Stell dir vor: du hast dich mit einer guten Freundin auf einen gemeinsamen Abend gefreut. Die Freundin sagt jedoch im letzten Moment ab – zum dritten Mal in Folge. Du spürst vielleicht innerlich eine Welle von Enttäuschung und Wut. Was machst du?


Du greifst sofort zum Handy und schreibst deiner Freundin eine wütende Nachricht: „Ehrlich, ich habe langsam genug davon! Du bist total unzuverlässig – warum mache ich mir überhaupt noch die Mühe?“ Du fühlst dich im ersten Moment erleichtert, weil die angestaute Spannung raus ist. Doch kurz danach kommen Schuldgefühle, Scham – und die Angst, die Freundschaft beschädigt zu haben.


Oder bist du eher diejenige, die beim Absage-Anruf tapfer ins Telefon lächelt und sagt: „Ach, kein Problem, vielleicht ein andermal!“ Dann legst du auf – und fühlst dich innerlich leer, enttäuscht, vielleicht sogar traurig. Die Wut wird nicht gefühlt, sondern weggeschoben. Stattdessen kommen Gedanken wie: Ich bin wahrscheinlich einfach zu empfindlich. Ich sollte mir nichts draus machen. Nach außen wirkst du freundlich, verständnisvoll – aber dein Körper bleibt angespannt, der Magen zieht sich zusammen. Vielleicht wirst du später Kopfschmerzen haben oder schlecht schlafen.

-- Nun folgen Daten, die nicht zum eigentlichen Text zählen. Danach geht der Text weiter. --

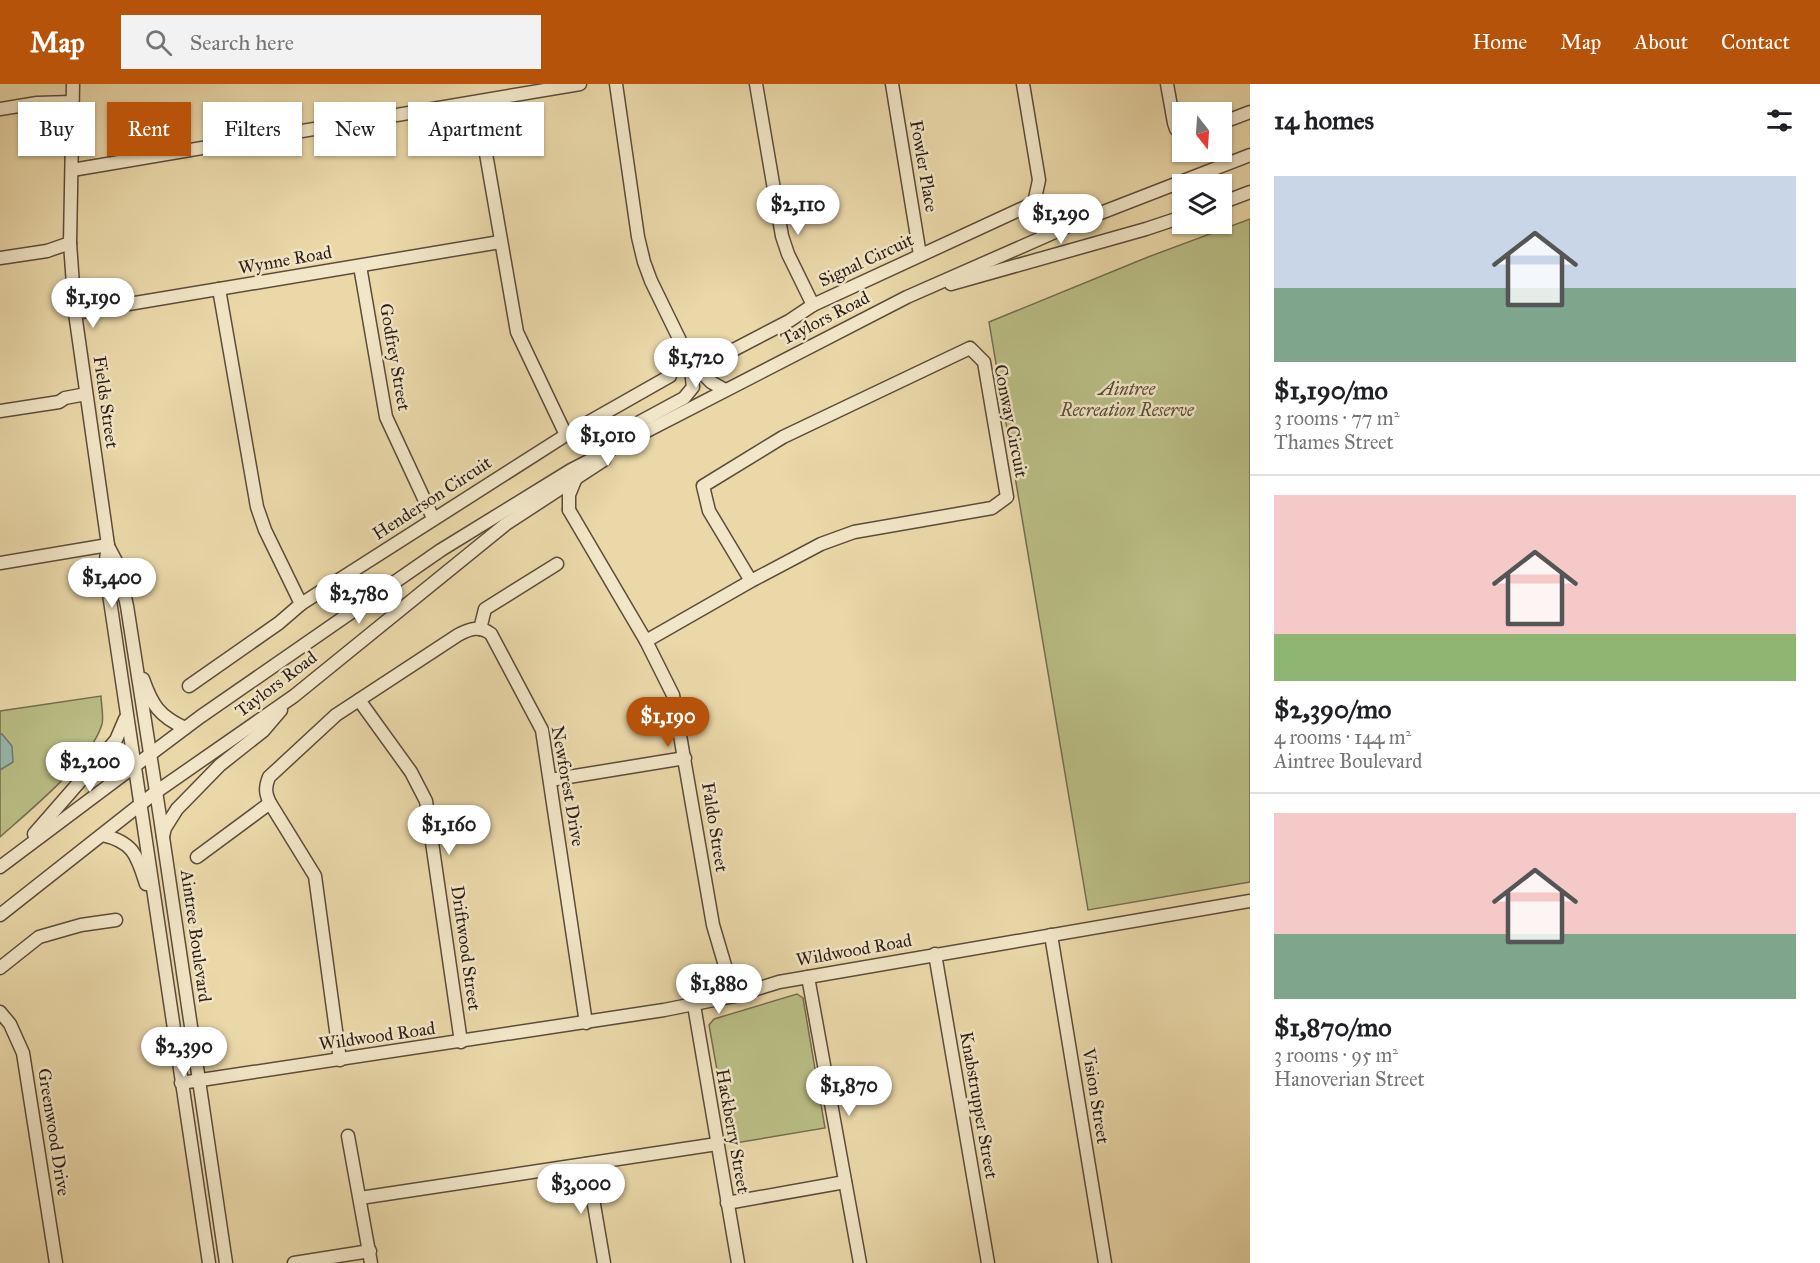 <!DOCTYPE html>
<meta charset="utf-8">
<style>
:root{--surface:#fff;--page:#f2f2f2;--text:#202124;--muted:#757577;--line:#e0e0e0;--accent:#b45309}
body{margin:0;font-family:"IM FELL Great Primer",serif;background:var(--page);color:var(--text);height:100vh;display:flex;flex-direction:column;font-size:22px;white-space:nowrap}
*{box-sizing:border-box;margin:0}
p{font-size:20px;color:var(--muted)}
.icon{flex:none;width:33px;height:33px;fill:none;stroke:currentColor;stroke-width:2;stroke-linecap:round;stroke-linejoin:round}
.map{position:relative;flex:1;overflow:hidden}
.drawer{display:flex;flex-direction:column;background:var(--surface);width:570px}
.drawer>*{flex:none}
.hud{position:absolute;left:18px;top:18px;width:570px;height:54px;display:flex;gap:12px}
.needle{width:39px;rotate:163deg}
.tools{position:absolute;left:1172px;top:18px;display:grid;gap:12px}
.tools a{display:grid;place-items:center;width:60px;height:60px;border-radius:0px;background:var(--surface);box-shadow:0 2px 4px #0004;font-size:30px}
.price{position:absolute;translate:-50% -51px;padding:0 14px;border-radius:21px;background:#fff;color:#222;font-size:20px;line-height:39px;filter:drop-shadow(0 2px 3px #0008)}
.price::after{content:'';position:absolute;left:50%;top:36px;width:18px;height:14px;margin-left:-9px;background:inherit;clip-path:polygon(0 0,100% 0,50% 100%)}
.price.current{background:var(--accent);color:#fff}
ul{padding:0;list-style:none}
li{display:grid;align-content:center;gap:12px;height:318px;padding:0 24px}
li+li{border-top:2px solid var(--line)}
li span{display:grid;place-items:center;height:186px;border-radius:0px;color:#555}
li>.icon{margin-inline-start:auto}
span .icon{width:108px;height:108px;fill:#fffc;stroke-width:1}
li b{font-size:26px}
h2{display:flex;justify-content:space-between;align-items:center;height:72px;padding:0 24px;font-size:26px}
.chip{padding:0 21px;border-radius:0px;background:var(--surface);box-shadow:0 2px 4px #0004;font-size:21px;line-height:54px}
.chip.current{background:var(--accent);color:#fff}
header{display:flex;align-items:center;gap:36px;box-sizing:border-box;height:84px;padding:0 30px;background:var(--accent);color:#fff}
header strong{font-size:28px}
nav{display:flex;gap:33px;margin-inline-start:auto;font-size:21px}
.search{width:420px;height:54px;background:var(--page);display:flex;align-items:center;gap:15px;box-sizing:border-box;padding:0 21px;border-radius:0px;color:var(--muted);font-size:22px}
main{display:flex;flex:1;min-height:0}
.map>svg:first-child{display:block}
.green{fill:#babe86;stroke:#736e4e;stroke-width:1.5}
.water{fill:#99b9af;stroke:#6d7b71;stroke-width:1.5}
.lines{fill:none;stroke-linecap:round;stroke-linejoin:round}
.minor-casing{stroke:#5c4c3a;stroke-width:15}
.minor{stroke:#f1e6c7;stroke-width:12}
.labels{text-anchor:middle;stroke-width:5;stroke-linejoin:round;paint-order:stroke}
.street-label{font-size:18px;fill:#2c1d15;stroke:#f1e6c7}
.park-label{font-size:18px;font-style:italic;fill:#574d37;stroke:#f1e6c7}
</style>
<header>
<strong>Map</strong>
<div class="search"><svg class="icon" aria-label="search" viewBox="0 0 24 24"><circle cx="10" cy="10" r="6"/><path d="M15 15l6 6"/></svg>Search here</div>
<nav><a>Home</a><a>Map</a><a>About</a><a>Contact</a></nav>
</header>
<main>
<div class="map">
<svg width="1250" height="1179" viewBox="0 0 1250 1179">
<rect width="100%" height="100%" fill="#ead8a9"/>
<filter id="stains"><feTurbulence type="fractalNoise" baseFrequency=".00333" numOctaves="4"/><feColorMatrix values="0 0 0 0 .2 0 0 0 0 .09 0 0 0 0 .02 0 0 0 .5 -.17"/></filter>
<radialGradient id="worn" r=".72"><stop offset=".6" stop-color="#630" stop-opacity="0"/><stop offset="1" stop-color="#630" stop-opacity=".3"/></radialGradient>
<g class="green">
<polygon points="1250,135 1250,798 1088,826 989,238 1148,173"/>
<path d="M101 612C101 620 104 632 102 640 92 676 29 727 0 753V627Z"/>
<polygon points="797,910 803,914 825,1044 730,1060 709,941 714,935"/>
</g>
<polygon class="water" points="2,650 12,662 13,678 0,686 0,651"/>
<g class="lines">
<g class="minor-casing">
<g id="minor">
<polyline points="73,0 70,159 75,229 108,461 105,483 209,1179"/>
<polyline points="756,0 782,152 788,170 813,221 1034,119 1039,96 1023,0"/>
<polyline points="892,0 920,171"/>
<polyline points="1167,0 1174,39 1176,45 1182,49"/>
<polyline points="0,25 37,19 72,18"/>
<polyline points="1221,39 1250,28"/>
<polyline points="72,86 580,0"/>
<polyline points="1221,119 1250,108"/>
<polyline points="0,174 47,167 70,159"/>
<polyline points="360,182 386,333 433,434"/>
<polyline points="951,200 1146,145 1182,133"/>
<polyline points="219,205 257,423 265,446 301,520 566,351 517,248 477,18"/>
<polyline points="75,229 500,158"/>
<polyline points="718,274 789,237 813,221"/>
<polyline points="690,277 711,298 725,306"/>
<polyline points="0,327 59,318 65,314 86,310"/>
<polyline points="566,351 670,292"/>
<polyline points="608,359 634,341 684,314 693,303 690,277 651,197 644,178 638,153 616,0"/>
<polyline points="569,426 646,557 673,611 713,841 734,912"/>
<polyline points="569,426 569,411 576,394"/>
<polyline points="108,462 117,479 127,522 160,733 226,1179"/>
<polyline points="0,479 108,461"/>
<polyline points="480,545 485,525 557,480"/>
<polyline points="646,557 751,497 821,460 854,448 992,424 1007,413 984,278 970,264 783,353 703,402 709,427 751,497"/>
<path d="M143 595C152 621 159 632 185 644"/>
<polyline points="189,602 279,539 301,520"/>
<polyline points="359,616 411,688 426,717 461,958"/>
<polyline points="550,696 685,674"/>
<polyline points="34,750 116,656 125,635"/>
<path d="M102 751C134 758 137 772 146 800"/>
<polyline points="163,752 165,744 177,725 220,681 263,647 281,626"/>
<polyline points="197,773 270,719"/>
<polyline points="0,783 200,633 441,466 571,386 907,213 1080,137 1250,71"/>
<polyline points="0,831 156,708 294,612 506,440 604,376"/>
<polyline points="1051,851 1105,1179"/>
<polyline points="935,870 988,1179"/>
<polyline points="0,884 39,853 81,841 116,836"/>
<polyline points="808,893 860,1179"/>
<polyline points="694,921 738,1179"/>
<polyline points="0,928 10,940 23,969 56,1179"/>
<path d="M340 976 315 792 270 719C265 709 265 703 269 693L336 631 458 551C469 545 480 541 491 550L542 646 586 939"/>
<polyline points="181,999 664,926 734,912 779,898 1250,817"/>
<polyline points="348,1052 371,1179"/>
<polyline points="587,1080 604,1179"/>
<polyline points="360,1114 717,1060"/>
<polyline points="727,1119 845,1098"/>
<polyline points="294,1179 370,1167"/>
</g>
</g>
<use href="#minor" class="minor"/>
</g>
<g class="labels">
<g class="street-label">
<text transform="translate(924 82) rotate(80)" y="6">Fowler Place</text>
<text transform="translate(285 176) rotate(-10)" y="6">Wynne Road</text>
<text transform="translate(866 176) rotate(-25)" y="6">Signal Circuit</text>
<text transform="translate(825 234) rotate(-27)" y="6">Taylors Road</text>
<text transform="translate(395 273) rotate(80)" y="6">Godfrey Street</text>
<text transform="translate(106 318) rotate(82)" y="6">Fields Street</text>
<text transform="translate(1011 337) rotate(79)" y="6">Conway Circuit</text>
<text transform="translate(432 414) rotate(-33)" y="6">Henderson Circuit</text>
<text transform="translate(276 600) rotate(-37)" y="6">Taylors Road</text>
<text transform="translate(568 702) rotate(80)" y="6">Newforest Drive</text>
<text transform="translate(715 743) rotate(81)" y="6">Faldo Street</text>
<text transform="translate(196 852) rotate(82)" y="6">Aintree Boulevard</text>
<text transform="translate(466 864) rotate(82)" y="6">Driftwood Street</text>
<text transform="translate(854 866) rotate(-10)" y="6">Wildwood Road</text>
<text transform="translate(377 952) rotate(-8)" y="6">Wildwood Road</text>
<text transform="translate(1096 1012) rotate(81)" y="6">Vision Street</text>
<text transform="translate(979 1021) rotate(80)" y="6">Knabstrupper Street</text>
<text transform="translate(733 1047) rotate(80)" y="6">Hackberry Street</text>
<text transform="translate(54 1048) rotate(81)" y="6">Greenwood Drive</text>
</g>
<g class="park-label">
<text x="1127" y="311">Aintree<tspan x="1127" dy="21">Recreation Reserve</tspan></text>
</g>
</g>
<rect width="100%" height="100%" filter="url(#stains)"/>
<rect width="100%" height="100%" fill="url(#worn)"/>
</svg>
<div class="tools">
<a><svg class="needle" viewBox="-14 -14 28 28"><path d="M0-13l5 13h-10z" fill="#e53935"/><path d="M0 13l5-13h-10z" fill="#757577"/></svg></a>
<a><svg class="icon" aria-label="layers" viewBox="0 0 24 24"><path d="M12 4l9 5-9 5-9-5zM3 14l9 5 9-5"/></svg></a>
</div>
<b class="price" style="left:798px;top:152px">$2,110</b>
<b class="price" style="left:1061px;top:161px">$1,290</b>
<b class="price" style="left:93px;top:245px">$1,190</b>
<b class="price" style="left:696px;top:305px">$1,720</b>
<b class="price" style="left:608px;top:383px">$1,010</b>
<b class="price" style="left:112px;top:525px">$1,400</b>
<b class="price" style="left:359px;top:541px">$2,780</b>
<b class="price current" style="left:668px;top:664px">$1,190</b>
<b class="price" style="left:90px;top:709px">$2,200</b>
<b class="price" style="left:449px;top:772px">$1,160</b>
<b class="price" style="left:719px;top:931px">$1,880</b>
<b class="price" style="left:184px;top:994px">$2,390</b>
<b class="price" style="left:849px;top:1033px">$1,870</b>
<b class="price" style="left:581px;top:1131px">$3,000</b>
<div class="hud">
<a class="chip">Buy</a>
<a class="chip current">Rent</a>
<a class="chip">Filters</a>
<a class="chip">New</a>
<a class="chip">Apartment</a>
</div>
</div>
<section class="drawer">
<h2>14 homes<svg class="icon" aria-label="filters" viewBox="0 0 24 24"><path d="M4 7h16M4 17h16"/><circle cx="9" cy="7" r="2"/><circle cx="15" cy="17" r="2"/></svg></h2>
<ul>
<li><span style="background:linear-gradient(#c9d6e8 60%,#7fa58c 0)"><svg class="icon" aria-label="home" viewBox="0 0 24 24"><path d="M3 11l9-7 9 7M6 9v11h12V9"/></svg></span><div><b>$1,190/mo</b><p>3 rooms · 77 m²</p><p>Thames Street</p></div></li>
<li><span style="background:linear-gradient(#f6c9c9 75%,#8fb573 0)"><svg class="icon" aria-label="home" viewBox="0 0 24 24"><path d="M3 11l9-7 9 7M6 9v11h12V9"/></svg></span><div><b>$2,390/mo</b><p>4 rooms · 144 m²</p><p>Aintree Boulevard</p></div></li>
<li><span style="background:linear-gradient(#f6c9c9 65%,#7fa58c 0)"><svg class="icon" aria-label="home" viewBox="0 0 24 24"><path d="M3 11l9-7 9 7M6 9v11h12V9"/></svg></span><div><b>$1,870/mo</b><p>3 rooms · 95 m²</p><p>Hanoverian Street</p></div></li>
</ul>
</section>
</main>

Reflektiere mal kurz wie du in einer solchen Situation reagieren würdest oder reagiert hast?

Wie leicht oder schwer fällt es dir generell, deine Wut zu spüren? Kommt Wut bei dir schnell – oder eher gar nicht? Welche inneren (Glaubens)Sätze tauchen auf, wenn du wütend bist? Wie wurde in deiner Familie mit Wut umgegangen? Was brauchst du, um dich mit Wut sicher zu fühlen?


Wut als Grundemotion


Unter dem Menüpunkt über Gefühle konntest du bereits lesen, wie unsere Gefühle bzw. Emotionen unser Wohlbefinden beeinflussen und sogar chronische Symptome hervorrufen können. Vor allem unbewusste und unterdrückte Gefühle sowie innere Konflikte, die keinen sicheren Raum bekommen, finden häufig irgendwann Ausdruck in Form von chronischen körperlichen Symptomen.


Wut - sie hat ein schlechtes Image.  Viele von uns haben gelernt, dass man wütend nicht sein sollte – schon gar nicht laut, fordernd oder expressiv.  Dabei ist Wut eine ganz natürliche Grundemotion. So grundlegend wie Angst, Traurigkeit, Freude oder Überraschung. Wut ist nicht anders. Sie ist ein Teil unseres emotionalen Immunsystems. 

Wut ist evolutionär tief in uns verankert.  Sie zeigt: Eine Grenze wurde verletzt. Ich fühle mich bedroht, übergangen, nicht gesehen.  Und genau deshalb ist sie so wichtig – sie schützt unser inneres Gleichgewicht, unser Selbstwertgefühl und unsere Integrität. 


Warum glauben wir, dass Wut „gefährlich“ ist?


Warum spüren viele von uns instinktiv: Wut ist heikel. Wut ist nicht sicher? Das ist kein Zufall – sondern oft die Folge unserer Prägungen, Erfahrungen und inneren Überzeugungen.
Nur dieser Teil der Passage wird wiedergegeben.